DATA TO EXAMINE Block Start

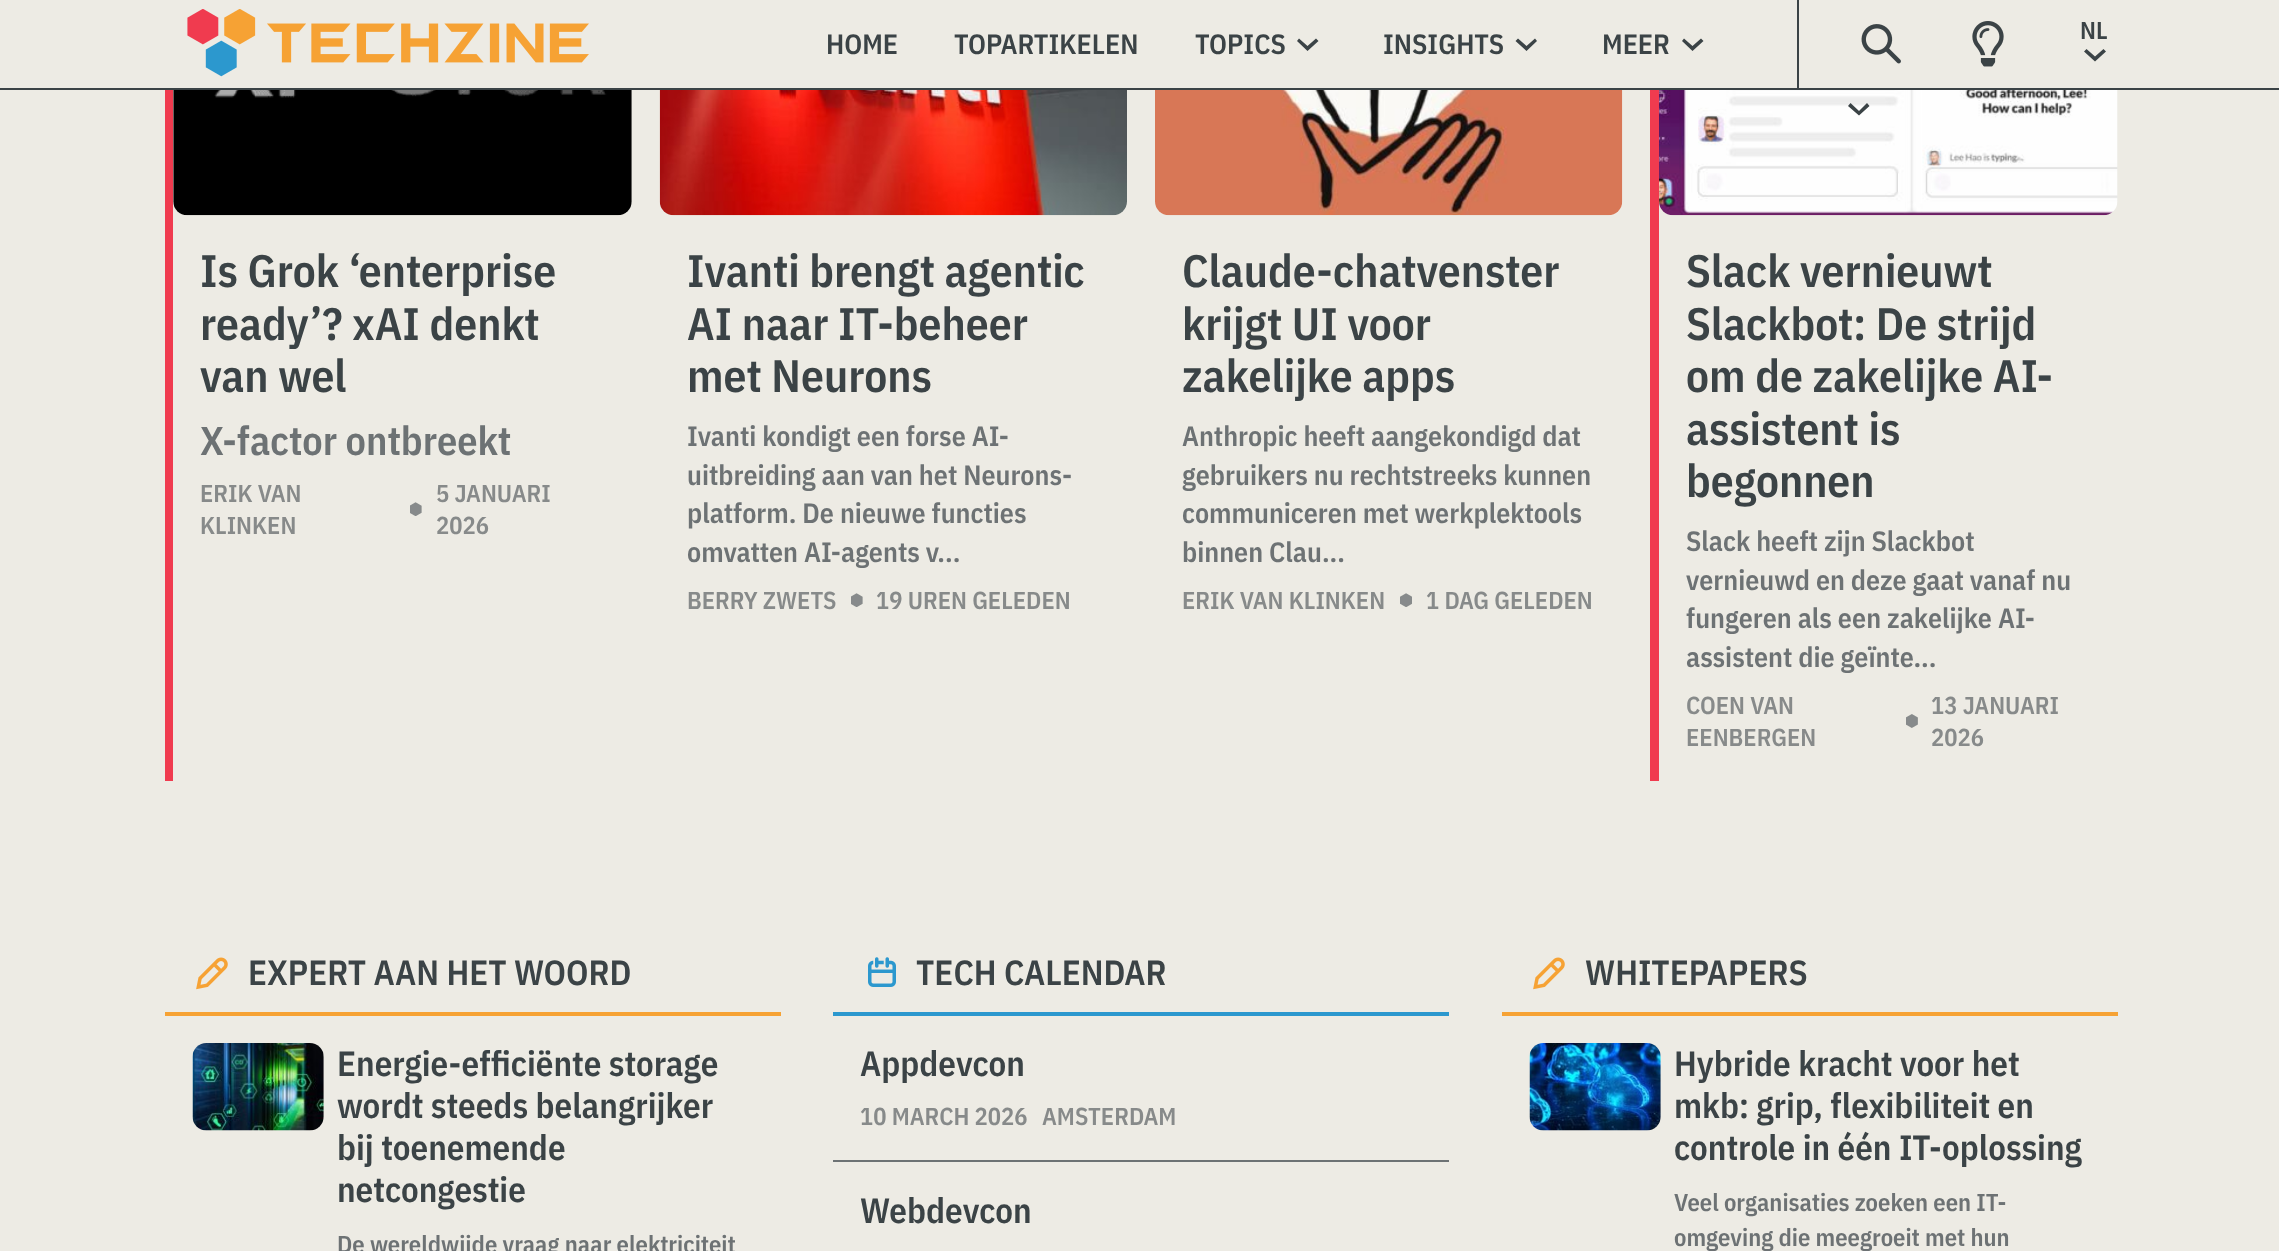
<svg xmlns="http://www.w3.org/2000/svg" width="2279" height="1251">
<rect width="100%" height="100%" fill="#edebe4"/>
<rect y="88" width="2279" height="2" fill="#3b4346"/>
<image x="187" y="9" width="402" height="68" href="media/1.png"/>
<rect x="1797" width="2" height="88" fill="#3b4346"/>
<text x="826" y="54" style="font-family:IBM Plex Sans Condensed;font-size:28px;font-weight:600;fill:#3b4346">HOME</text>
<text x="954" y="54" style="font-family:IBM Plex Sans Condensed;font-size:28px;font-weight:600;fill:#3b4346">TOPARTIKELEN</text>
<text x="1195" y="54" style="font-family:IBM Plex Sans Condensed;font-size:28px;font-weight:600;fill:#3b4346">TOPICS</text>
<path d="M1318.5 41l-11 10l-10.5-10l2-2.5l8.5 7.5l8.5-7.5z" fill="#3b4346"/>
<text x="1383" y="54" style="font-family:IBM Plex Sans Condensed;font-size:28px;font-weight:600;fill:#3b4346">INSIGHTS</text>
<path d="M1537 41l-10.5 10l-11-10l2.5-2.5l8.5 7.5l8.5-7.5z" fill="#3b4346"/>
<text x="1602" y="54" style="font-family:IBM Plex Sans Condensed;font-size:28px;font-weight:600;fill:#3b4346">MEER</text>
<path d="M1703.5 41l-11 10l-10.5-10l2-2.5l8.5 7.5l8.5-7.5z" fill="#3b4346"/>
<image x="1861" y="24" width="40" height="40" href="media/2.png"/>
<image x="1659" y="90" width="459" height="126" href="media/9.png"/>
<path d="M1869.5 106l-10.5 9.5l-11-9.5l2.5-3l8.5 8l8-8z" fill="#3b4346"/>
<image x="1972" y="21" width="32" height="46" href="media/3.png"/>
<text x="2080" y="39" style="font-family:IBM Plex Sans Condensed;font-size:24.5px;font-weight:600;fill:#3b4346">NL</text>
<path d="M2106 51.5l-11 10l-11-10l2.5-2.5l8.5 7.5l8.5-7.5z" fill="#3b4346"/>
<rect x="165" y="90" width="8" height="691" fill="#f03b4f"/>
<image x="173" y="90" width="459" height="126" href="media/4.png"/>
<text x="200" y="287" style="font-family:IBM Plex Sans Condensed;font-size:45.5px;font-weight:600;fill:#3b4346">Is Grok ‘enterprise</text>
<text x="200" y="340" style="font-family:IBM Plex Sans Condensed;font-size:45.5px;font-weight:600;fill:#3b4346">ready’? xAI denkt</text>
<text x="200" y="392" style="font-family:IBM Plex Sans Condensed;font-size:45.5px;font-weight:600;fill:#3b4346">van wel</text>
<text x="200" y="455" style="font-family:IBM Plex Sans Condensed;font-size:40.25px;font-weight:600;fill:#6d7274">X-factor ontbreekt</text>
<text x="200" y="502" style="font-family:IBM Plex Sans Condensed;font-size:24.5px;font-weight:600;fill:#878a8a">ERIK VAN</text>
<text x="200" y="534" style="font-family:IBM Plex Sans Condensed;font-size:24.5px;font-weight:600;fill:#878a8a">KLINKEN</text>
<image x="410" y="502" width="12" height="14" href="media/5.png"/>
<text x="436" y="502" style="font-family:IBM Plex Sans Condensed;font-size:24.5px;font-weight:600;fill:#878a8a">5 JANUARI</text>
<text x="436" y="534" style="font-family:IBM Plex Sans Condensed;font-size:24.5px;font-weight:600;fill:#878a8a">2026</text>
<image x="659" y="90" width="468" height="126" href="media/6.png"/>
<text x="687" y="287" style="font-family:IBM Plex Sans Condensed;font-size:45.5px;font-weight:600;fill:#3b4346">Ivanti brengt agentic</text>
<text x="687" y="340" style="font-family:IBM Plex Sans Condensed;font-size:45.5px;font-weight:600;fill:#3b4346">AI naar IT-beheer</text>
<text x="687" y="392" style="font-family:IBM Plex Sans Condensed;font-size:45.5px;font-weight:600;fill:#3b4346">met Neurons</text>
<text x="687" y="446" style="font-family:IBM Plex Sans Condensed;font-size:28px;font-weight:600;fill:#6d7274">Ivanti kondigt een forse AI-</text>
<text x="687" y="485" style="font-family:IBM Plex Sans Condensed;font-size:28px;font-weight:600;fill:#6d7274">uitbreiding aan van het Neurons-</text>
<text x="687" y="523" style="font-family:IBM Plex Sans Condensed;font-size:28px;font-weight:600;fill:#6d7274">platform. De nieuwe functies</text>
<text x="687" y="562" style="font-family:IBM Plex Sans Condensed;font-size:28px;font-weight:600;fill:#6d7274">omvatten AI-agents v...</text>
<text x="687" y="609" style="font-family:IBM Plex Sans Condensed;font-size:24.5px;font-weight:600;fill:#878a8a">BERRY ZWETS</text>
<image x="851" y="593" width="12" height="14" href="media/5.png"/>
<text x="876" y="609" style="font-family:IBM Plex Sans Condensed;font-size:24.5px;font-weight:600;fill:#878a8a">19 UREN GELEDEN</text>
<image x="1155" y="90" width="468" height="126" href="media/7.png"/>
<text x="1182" y="287" style="font-family:IBM Plex Sans Condensed;font-size:45.5px;font-weight:600;fill:#3b4346">Claude-chatvenster</text>
<text x="1182" y="340" style="font-family:IBM Plex Sans Condensed;font-size:45.5px;font-weight:600;fill:#3b4346">krijgt UI voor</text>
<text x="1182" y="392" style="font-family:IBM Plex Sans Condensed;font-size:45.5px;font-weight:600;fill:#3b4346">zakelijke apps</text>
<text x="1182" y="446" style="font-family:IBM Plex Sans Condensed;font-size:28px;font-weight:600;fill:#6d7274">Anthropic heeft aangekondigd dat</text>
<text x="1182" y="485" style="font-family:IBM Plex Sans Condensed;font-size:28px;font-weight:600;fill:#6d7274">gebruikers nu rechtstreeks kunnen</text>
<text x="1182" y="523" style="font-family:IBM Plex Sans Condensed;font-size:28px;font-weight:600;fill:#6d7274">communiceren met werkplektools</text>
<text x="1182" y="562" style="font-family:IBM Plex Sans Condensed;font-size:28px;font-weight:600;fill:#6d7274">binnen Clau...</text>
<text x="1182" y="609" style="font-family:IBM Plex Sans Condensed;font-size:24.5px;font-weight:600;fill:#878a8a">ERIK VAN KLINKEN</text>
<image x="1400" y="593" width="12" height="14" href="media/8.png"/>
<text x="1426" y="609" style="font-family:IBM Plex Sans Condensed;font-size:24.5px;font-weight:600;fill:#878a8a">1 DAG GELEDEN</text>
<rect x="1650" y="90" width="9" height="691" fill="#f03b4f"/>
<text x="1686" y="287" style="font-family:IBM Plex Sans Condensed;font-size:45.5px;font-weight:600;fill:#3b4346">Slack vernieuwt</text>
<text x="1686" y="340" style="font-family:IBM Plex Sans Condensed;font-size:45.5px;font-weight:600;fill:#3b4346">Slackbot: De strijd</text>
<text x="1686" y="392" style="font-family:IBM Plex Sans Condensed;font-size:45.5px;font-weight:600;fill:#3b4346">om de zakelijke AI-</text>
<text x="1686" y="445" style="font-family:IBM Plex Sans Condensed;font-size:45.5px;font-weight:600;fill:#3b4346">assistent is</text>
<text x="1686" y="497" style="font-family:IBM Plex Sans Condensed;font-size:45.5px;font-weight:600;fill:#3b4346">begonnen</text>
<text x="1686" y="551" style="font-family:IBM Plex Sans Condensed;font-size:28px;font-weight:600;fill:#6d7274">Slack heeft zijn Slackbot</text>
<text x="1686" y="590" style="font-family:IBM Plex Sans Condensed;font-size:28px;font-weight:600;fill:#6d7274">vernieuwd en deze gaat vanaf nu</text>
<text x="1686" y="628" style="font-family:IBM Plex Sans Condensed;font-size:28px;font-weight:600;fill:#6d7274">fungeren als een zakelijke AI-</text>
<text x="1686" y="667" style="font-family:IBM Plex Sans Condensed;font-size:28px;font-weight:600;fill:#6d7274">assistent die geïnte...</text>
<text x="1686" y="714" style="font-family:IBM Plex Sans Condensed;font-size:24.5px;font-weight:600;fill:#878a8a">COEN VAN</text>
<text x="1686" y="746" style="font-family:IBM Plex Sans Condensed;font-size:24.5px;font-weight:600;fill:#878a8a">EENBERGEN</text>
<image x="1906" y="714" width="12" height="14" href="media/10.png"/>
<text x="1931" y="714" style="font-family:IBM Plex Sans Condensed;font-size:24.5px;font-weight:600;fill:#878a8a">13 JANUARI</text>
<text x="1931" y="746" style="font-family:IBM Plex Sans Condensed;font-size:24.5px;font-weight:600;fill:#878a8a">2026</text>
<rect x="165" y="1012" width="616" height="4" fill="#f6a234"/>
<image x="196" y="957" width="32" height="33" href="media/11.png"/>
<text x="248" y="985" style="font-family:IBM Plex Sans Condensed;font-size:35px;font-weight:600;fill:#3b4346">EXPERT AAN HET WOORD</text>
<image x="192" y="1043" width="132" height="88" href="media/12.png"/>
<text x="337" y="1076" style="font-family:IBM Plex Sans Condensed;font-size:35px;font-weight:600;fill:#3b4346">Energie-efficiënte storage</text>
<text x="337" y="1118" style="font-family:IBM Plex Sans Condensed;font-size:35px;font-weight:600;fill:#3b4346">wordt steeds belangrijker</text>
<text x="337" y="1160" style="font-family:IBM Plex Sans Condensed;font-size:35px;font-weight:600;fill:#3b4346">bij toenemende</text>
<text x="337" y="1202" style="font-family:IBM Plex Sans Condensed;font-size:35px;font-weight:600;fill:#3b4346">netcongestie</text>
<text x="337" y="1253" style="font-family:IBM Plex Sans Condensed;font-size:24.5px;font-weight:600;fill:#6d7274">De wereldwijde vraag naar elektriciteit</text>
<rect x="833" y="1012" width="616" height="4" fill="#2c98ce"/>
<image x="868" y="957" width="28" height="30" href="media/13.png"/>
<text x="916" y="985" style="font-family:IBM Plex Sans Condensed;font-size:35px;font-weight:600;fill:#3b4346">TECH CALENDAR</text>
<rect x="833" y="1160" width="616" height="2" fill="#6d7274"/>
<text x="860" y="1076" style="font-family:IBM Plex Sans Condensed;font-size:35px;font-weight:600;fill:#3b4346">Appdevcon</text>
<text x="860" y="1125" style="font-family:IBM Plex Sans Condensed;font-size:24.5px;font-weight:600;fill:#878a8a">10 MARCH 2026</text>
<text x="1042" y="1125" style="font-family:IBM Plex Sans Condensed;font-size:24.5px;font-weight:600;fill:#878a8a">AMSTERDAM</text>
<text x="860" y="1223" style="font-family:IBM Plex Sans Condensed;font-size:35px;font-weight:600;fill:#3b4346">Webdevcon</text>
<rect x="1502" y="1012" width="616" height="4" fill="#f6a234"/>
<image x="1533" y="957" width="32" height="33" href="media/11.png"/>
<text x="1585" y="985" style="font-family:IBM Plex Sans Condensed;font-size:35px;font-weight:600;fill:#3b4346">WHITEPAPERS</text>
<image x="1529" y="1043" width="132" height="88" href="media/14.png"/>
<text x="1674" y="1076" style="font-family:IBM Plex Sans Condensed;font-size:35px;font-weight:600;fill:#3b4346">Hybride kracht voor het</text>
<text x="1674" y="1118" style="font-family:IBM Plex Sans Condensed;font-size:35px;font-weight:600;fill:#3b4346">mkb: grip, flexibiliteit en</text>
<text x="1674" y="1160" style="font-family:IBM Plex Sans Condensed;font-size:35px;font-weight:600;fill:#3b4346">controle in één IT-oplossing</text>
<text x="1674" y="1211" style="font-family:IBM Plex Sans Condensed;font-size:24.5px;font-weight:600;fill:#6d7274">Veel organisaties zoeken een IT-</text>
<text x="1674" y="1246" style="font-family:IBM Plex Sans Condensed;font-size:24.5px;font-weight:600;fill:#6d7274">omgeving die meegroeit met hun</text>
</svg>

DATA TO EXAMINE Block End

GOAL OF THE EXERCISE | Where the word "Slackbot" shows up in a line of the entries above, copy that line.

YOUR SOLUTION |
<text x="1686" y="340" style="font-family:IBM Plex Sans Condensed;font-size:45.5px;font-weight:600;fill:#3b4346">Slackbot: De strijd</text>
<text x="1686" y="551" style="font-family:IBM Plex Sans Condensed;font-size:28px;font-weight:600;fill:#6d7274">Slack heeft zijn Slackbot</text>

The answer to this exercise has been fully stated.